◆ **DATA IN THIS EXERCISE**:

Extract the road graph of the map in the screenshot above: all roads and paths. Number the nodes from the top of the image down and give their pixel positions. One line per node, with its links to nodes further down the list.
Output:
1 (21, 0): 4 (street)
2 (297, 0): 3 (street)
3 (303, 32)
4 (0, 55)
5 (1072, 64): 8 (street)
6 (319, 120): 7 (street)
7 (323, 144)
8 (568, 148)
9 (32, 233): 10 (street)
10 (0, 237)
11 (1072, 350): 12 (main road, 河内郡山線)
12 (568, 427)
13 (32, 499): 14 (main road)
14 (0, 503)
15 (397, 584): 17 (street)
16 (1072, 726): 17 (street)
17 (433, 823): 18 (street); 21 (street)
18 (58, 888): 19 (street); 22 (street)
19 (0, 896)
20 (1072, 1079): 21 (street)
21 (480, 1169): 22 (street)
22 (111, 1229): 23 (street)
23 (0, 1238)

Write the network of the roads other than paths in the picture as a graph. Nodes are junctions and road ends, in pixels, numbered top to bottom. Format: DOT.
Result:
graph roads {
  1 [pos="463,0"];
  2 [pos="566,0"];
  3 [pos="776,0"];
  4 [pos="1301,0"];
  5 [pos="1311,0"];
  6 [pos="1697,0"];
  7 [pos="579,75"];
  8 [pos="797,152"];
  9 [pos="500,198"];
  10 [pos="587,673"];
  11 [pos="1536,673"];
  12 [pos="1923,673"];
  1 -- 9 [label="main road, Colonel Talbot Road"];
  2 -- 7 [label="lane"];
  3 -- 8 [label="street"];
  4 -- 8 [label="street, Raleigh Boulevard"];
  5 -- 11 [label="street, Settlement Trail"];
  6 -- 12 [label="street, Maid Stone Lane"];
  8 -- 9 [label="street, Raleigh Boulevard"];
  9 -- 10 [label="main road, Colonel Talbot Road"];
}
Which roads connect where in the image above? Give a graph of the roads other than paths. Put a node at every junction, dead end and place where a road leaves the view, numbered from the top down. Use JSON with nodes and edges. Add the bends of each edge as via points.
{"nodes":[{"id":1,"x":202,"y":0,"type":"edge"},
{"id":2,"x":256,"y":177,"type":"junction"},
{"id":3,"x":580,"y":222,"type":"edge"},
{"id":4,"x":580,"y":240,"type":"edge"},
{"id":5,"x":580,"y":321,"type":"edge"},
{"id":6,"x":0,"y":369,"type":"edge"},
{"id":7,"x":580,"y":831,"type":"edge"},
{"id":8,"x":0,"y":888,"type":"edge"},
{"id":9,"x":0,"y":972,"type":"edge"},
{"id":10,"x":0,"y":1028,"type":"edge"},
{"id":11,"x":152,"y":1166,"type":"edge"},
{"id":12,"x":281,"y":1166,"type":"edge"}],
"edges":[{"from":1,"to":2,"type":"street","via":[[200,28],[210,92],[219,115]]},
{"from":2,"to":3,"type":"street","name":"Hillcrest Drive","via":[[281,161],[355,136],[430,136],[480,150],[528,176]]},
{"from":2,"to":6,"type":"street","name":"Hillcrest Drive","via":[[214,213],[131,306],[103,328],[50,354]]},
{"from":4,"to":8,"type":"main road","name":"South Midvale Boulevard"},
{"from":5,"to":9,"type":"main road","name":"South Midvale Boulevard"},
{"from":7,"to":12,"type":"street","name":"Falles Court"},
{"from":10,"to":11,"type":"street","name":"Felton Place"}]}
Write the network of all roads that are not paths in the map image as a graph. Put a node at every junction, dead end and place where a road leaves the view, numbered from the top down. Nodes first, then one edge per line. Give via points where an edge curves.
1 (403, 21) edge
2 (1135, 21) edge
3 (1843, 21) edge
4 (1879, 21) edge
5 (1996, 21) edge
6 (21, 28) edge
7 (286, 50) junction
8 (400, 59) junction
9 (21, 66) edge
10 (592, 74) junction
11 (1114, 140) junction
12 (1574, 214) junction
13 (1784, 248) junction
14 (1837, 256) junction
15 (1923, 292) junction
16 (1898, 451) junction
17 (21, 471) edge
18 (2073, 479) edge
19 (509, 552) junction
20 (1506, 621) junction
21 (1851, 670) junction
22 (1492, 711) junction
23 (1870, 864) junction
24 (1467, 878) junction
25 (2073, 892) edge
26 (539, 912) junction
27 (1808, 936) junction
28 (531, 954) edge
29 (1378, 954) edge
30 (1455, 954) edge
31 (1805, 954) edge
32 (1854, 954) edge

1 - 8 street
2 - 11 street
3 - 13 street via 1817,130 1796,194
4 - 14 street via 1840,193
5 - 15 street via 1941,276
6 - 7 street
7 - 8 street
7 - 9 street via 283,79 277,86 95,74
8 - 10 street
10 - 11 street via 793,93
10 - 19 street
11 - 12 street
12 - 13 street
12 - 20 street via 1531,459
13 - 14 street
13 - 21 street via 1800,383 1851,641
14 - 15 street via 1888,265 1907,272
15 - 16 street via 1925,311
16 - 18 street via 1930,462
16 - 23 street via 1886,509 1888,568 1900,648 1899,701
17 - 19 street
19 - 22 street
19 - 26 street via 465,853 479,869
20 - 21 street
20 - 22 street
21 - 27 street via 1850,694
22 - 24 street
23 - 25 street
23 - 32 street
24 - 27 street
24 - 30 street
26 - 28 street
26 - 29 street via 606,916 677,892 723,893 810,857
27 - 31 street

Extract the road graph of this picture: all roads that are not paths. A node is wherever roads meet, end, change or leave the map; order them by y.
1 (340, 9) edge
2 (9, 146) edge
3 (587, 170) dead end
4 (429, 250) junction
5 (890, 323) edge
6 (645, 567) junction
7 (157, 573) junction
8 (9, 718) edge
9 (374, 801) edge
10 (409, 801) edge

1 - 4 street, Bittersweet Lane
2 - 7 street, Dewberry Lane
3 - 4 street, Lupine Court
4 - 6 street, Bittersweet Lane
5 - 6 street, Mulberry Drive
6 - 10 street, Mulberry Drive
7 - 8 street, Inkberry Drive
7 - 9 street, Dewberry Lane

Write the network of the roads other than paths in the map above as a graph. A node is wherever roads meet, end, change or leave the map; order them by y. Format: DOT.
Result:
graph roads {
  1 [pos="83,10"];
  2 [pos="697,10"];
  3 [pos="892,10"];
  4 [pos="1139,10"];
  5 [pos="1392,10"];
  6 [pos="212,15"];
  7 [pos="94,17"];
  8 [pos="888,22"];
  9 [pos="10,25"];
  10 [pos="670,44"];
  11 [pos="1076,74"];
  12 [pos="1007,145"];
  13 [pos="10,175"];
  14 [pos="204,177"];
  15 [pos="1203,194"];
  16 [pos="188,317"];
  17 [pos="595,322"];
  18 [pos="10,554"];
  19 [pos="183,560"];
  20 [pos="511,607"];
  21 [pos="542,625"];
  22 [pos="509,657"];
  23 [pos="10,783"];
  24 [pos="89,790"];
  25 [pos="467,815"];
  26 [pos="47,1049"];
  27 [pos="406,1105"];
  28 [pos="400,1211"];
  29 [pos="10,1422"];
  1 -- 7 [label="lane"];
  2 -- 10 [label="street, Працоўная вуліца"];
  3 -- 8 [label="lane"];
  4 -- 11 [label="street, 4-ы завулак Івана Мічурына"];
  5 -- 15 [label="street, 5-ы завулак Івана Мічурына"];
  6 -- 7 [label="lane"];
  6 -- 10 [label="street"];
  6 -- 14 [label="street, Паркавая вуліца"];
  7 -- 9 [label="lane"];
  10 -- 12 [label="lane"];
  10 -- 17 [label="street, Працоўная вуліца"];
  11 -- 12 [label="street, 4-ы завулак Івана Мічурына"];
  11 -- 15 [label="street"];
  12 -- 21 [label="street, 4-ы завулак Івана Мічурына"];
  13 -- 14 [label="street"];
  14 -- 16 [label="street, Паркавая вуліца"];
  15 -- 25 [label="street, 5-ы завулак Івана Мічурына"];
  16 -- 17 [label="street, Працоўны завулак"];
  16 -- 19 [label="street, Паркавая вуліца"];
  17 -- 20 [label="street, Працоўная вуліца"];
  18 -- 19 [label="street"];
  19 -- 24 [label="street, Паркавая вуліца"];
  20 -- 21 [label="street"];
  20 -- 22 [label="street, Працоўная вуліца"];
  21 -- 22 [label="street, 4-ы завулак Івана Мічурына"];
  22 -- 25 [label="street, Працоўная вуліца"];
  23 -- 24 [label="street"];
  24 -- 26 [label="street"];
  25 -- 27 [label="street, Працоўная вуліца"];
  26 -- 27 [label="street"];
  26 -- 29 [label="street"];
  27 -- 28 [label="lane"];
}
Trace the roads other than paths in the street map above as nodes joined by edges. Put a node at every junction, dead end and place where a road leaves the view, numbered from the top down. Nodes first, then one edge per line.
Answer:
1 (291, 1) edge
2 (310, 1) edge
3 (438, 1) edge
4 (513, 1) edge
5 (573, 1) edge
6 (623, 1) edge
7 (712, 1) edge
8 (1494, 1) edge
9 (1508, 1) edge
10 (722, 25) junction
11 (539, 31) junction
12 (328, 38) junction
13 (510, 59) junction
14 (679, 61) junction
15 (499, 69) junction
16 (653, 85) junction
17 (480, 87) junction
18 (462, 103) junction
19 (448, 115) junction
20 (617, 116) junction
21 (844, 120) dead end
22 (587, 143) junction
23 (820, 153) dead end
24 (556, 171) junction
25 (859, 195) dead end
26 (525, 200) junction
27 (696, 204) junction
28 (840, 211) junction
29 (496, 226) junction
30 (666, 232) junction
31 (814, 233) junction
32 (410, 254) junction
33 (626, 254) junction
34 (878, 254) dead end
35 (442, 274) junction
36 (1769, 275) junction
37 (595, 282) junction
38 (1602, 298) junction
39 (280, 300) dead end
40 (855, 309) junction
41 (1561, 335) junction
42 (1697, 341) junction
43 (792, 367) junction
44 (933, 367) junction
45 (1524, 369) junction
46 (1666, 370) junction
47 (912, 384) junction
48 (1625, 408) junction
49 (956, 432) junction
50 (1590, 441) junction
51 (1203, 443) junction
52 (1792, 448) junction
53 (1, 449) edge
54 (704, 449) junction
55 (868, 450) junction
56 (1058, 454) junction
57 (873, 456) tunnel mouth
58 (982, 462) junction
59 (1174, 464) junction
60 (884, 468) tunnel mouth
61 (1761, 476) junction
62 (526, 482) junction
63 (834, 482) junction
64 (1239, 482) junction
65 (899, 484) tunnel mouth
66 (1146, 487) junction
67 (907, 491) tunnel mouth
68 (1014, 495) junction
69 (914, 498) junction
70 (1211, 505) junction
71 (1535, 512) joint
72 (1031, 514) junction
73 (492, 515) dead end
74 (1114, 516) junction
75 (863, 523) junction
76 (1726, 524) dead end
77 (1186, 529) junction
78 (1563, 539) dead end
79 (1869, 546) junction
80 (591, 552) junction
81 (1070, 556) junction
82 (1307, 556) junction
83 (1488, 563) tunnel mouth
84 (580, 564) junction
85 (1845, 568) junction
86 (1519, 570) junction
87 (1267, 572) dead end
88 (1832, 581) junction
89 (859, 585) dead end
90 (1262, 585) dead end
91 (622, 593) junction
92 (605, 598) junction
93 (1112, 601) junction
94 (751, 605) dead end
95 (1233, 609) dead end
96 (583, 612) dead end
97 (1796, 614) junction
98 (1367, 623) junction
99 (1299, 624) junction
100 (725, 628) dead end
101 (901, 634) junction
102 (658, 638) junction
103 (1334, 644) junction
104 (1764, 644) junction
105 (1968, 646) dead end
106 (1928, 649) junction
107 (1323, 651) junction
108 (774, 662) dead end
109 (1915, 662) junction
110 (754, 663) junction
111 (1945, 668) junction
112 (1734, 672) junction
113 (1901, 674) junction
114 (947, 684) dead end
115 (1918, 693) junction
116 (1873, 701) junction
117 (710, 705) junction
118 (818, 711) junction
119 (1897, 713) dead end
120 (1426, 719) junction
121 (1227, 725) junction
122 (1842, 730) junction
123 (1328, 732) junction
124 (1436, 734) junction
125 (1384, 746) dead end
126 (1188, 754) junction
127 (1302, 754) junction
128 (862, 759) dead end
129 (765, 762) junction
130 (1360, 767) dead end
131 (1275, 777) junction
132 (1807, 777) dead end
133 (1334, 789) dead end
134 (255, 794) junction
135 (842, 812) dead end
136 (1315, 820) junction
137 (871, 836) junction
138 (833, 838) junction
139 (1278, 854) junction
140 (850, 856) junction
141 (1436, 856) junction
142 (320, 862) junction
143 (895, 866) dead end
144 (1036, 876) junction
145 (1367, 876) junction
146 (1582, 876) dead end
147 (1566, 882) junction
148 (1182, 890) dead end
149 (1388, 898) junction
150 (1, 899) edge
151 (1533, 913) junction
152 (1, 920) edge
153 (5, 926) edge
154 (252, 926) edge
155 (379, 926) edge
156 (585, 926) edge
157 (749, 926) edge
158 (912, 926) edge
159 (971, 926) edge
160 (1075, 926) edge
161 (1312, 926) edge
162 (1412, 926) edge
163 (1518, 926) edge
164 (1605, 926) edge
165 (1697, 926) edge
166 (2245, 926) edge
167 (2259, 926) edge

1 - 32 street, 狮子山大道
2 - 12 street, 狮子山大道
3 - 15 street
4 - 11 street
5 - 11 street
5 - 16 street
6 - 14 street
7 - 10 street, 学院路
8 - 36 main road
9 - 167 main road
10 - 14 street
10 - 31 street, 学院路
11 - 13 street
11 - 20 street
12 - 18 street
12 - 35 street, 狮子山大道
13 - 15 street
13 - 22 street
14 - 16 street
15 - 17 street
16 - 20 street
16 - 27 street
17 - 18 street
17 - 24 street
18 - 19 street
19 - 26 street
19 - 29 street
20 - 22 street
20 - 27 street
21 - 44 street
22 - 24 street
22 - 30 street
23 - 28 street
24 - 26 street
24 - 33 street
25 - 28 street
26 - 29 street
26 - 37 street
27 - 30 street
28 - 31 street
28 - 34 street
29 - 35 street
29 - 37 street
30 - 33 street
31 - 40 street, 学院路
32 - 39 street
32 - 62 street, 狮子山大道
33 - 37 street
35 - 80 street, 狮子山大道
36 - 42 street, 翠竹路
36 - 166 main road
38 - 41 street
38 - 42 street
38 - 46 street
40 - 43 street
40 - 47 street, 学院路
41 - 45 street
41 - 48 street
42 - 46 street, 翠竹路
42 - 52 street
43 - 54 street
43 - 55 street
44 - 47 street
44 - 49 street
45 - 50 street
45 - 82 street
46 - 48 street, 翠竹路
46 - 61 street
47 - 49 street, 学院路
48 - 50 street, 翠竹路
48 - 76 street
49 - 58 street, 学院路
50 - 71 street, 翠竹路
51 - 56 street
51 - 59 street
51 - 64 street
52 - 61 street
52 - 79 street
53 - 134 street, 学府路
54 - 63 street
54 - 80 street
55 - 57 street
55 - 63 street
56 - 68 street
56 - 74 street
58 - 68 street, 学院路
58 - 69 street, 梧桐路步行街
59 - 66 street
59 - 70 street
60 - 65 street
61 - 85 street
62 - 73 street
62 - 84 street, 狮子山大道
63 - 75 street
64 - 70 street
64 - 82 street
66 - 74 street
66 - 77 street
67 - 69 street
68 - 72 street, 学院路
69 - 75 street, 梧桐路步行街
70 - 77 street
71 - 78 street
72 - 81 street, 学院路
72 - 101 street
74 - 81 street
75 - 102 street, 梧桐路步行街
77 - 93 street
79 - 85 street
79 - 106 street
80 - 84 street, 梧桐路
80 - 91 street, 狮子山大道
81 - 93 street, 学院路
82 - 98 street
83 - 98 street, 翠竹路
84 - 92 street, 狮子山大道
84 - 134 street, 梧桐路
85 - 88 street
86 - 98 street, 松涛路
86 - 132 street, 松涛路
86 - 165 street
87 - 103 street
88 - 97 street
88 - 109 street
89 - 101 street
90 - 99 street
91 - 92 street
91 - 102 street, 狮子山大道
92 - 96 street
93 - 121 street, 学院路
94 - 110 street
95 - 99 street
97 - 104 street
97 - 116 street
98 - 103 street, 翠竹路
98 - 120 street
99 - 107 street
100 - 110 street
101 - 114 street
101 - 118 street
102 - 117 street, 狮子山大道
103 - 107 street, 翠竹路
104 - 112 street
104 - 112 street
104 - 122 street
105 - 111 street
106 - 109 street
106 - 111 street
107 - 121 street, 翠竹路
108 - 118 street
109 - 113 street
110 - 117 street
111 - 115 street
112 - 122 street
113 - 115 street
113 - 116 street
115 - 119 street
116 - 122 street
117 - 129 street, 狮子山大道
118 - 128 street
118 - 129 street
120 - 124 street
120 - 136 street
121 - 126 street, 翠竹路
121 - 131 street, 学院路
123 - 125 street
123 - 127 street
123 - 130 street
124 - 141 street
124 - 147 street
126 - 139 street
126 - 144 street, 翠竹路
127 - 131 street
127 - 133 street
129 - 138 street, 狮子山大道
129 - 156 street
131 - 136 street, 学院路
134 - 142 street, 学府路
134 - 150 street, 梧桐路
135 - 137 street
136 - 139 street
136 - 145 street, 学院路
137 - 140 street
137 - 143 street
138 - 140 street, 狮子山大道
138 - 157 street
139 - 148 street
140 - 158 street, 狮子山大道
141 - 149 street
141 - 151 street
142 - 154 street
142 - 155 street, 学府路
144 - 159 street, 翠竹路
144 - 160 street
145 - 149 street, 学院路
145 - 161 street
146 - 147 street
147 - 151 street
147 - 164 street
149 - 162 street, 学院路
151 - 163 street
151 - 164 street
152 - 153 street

◆ **YOUR INSTRUCTIONS**:
Determine how many lines of this listing have the word "edges" in them, and reply with that number alone.

◆ **ANSWER BOX**:
3